■ WHAT NEEDS TO BE DONE: Transcribe the entries exactly; images are not part of the copy.

****************

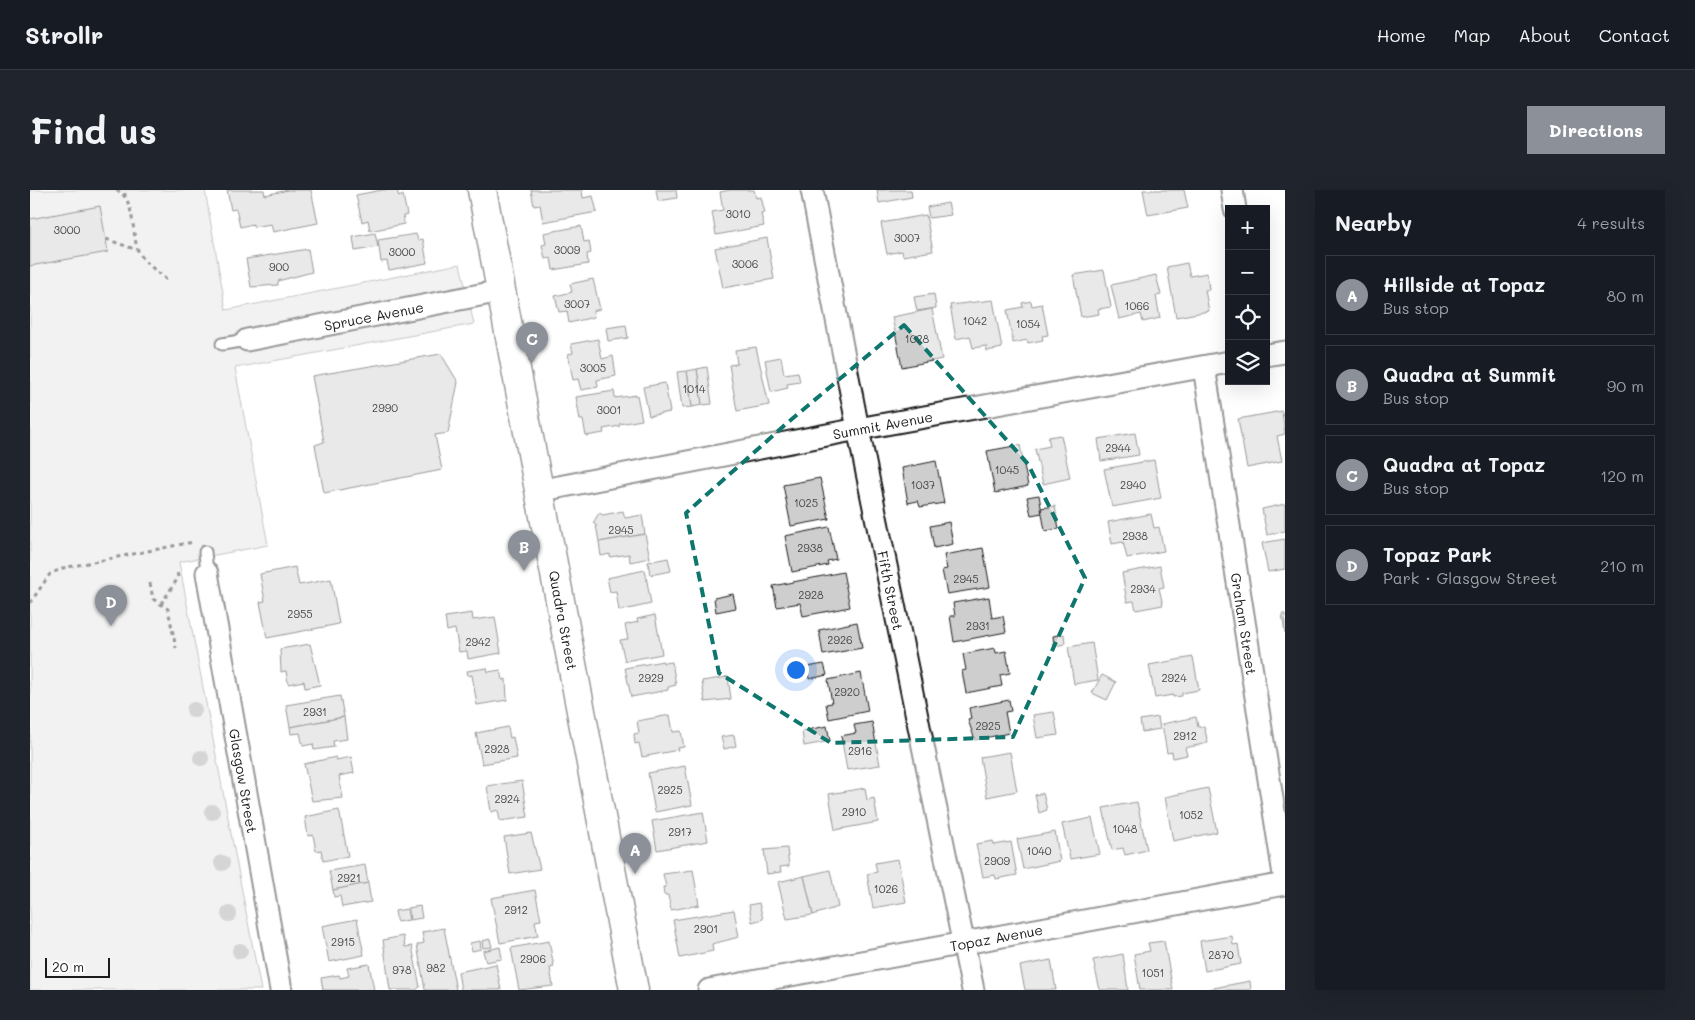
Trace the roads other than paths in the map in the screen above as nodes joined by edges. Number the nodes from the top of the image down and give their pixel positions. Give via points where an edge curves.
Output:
1 (482, 190) edge
2 (812, 190) edge
3 (1232, 190) edge
4 (1234, 205) edge
5 (501, 291) junction
6 (247, 340) joint
7 (222, 344) dead end
8 (1285, 352) edge
9 (1270, 354) edge
10 (1225, 363) edge
11 (1204, 366) junction
12 (858, 429) junction
13 (538, 492) junction
14 (206, 562) dead end
15 (1285, 882) edge
16 (964, 943) junction
17 (281, 990) edge
18 (634, 990) edge
19 (709, 990) edge
20 (973, 990) edge

1 - 5 main road, Quadra Street
2 - 12 street, Fifth Street
3 - 4 street
5 - 6 street, Spruce Avenue
5 - 13 main road, Quadra Street
6 - 7 lane
8 - 9 street
10 - 11 street, Summit Avenue
11 - 12 street, Summit Avenue
11 - 15 street, Graham Street
12 - 13 street, Summit Avenue
12 - 16 street, Fifth Street
13 - 18 main road, Quadra Street
14 - 17 street, Glasgow Street
15 - 16 street, Topaz Avenue
16 - 19 street, Topaz Avenue
16 - 20 street, Fifth Street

****************

■ EXERCISE ANSWER:
Trace the roads other than paths in the map in the screen above as nodes joined by edges. Number the nodes from the top of the image down and give their pixel positions. Give via points where an edge curves.
Output:
1 (482, 190) edge
2 (812, 190) edge
3 (1232, 190) edge
4 (1234, 205) edge
5 (501, 291) junction
6 (247, 340) joint
7 (222, 344) dead end
8 (1285, 352) edge
9 (1270, 354) edge
10 (1225, 363) edge
11 (1204, 366) junction
12 (858, 429) junction
13 (538, 492) junction
14 (206, 562) dead end
15 (1285, 882) edge
16 (964, 943) junction
17 (281, 990) edge
18 (634, 990) edge
19 (709, 990) edge
20 (973, 990) edge

1 - 5 main road, Quadra Street
2 - 12 street, Fifth Street
3 - 4 street
5 - 6 street, Spruce Avenue
5 - 13 main road, Quadra Street
6 - 7 lane
8 - 9 street
10 - 11 street, Summit Avenue
11 - 12 street, Summit Avenue
11 - 15 street, Graham Street
12 - 13 street, Summit Avenue
12 - 16 street, Fifth Street
13 - 18 main road, Quadra Street
14 - 17 street, Glasgow Street
15 - 16 street, Topaz Avenue
16 - 19 street, Topaz Avenue
16 - 20 street, Fifth Street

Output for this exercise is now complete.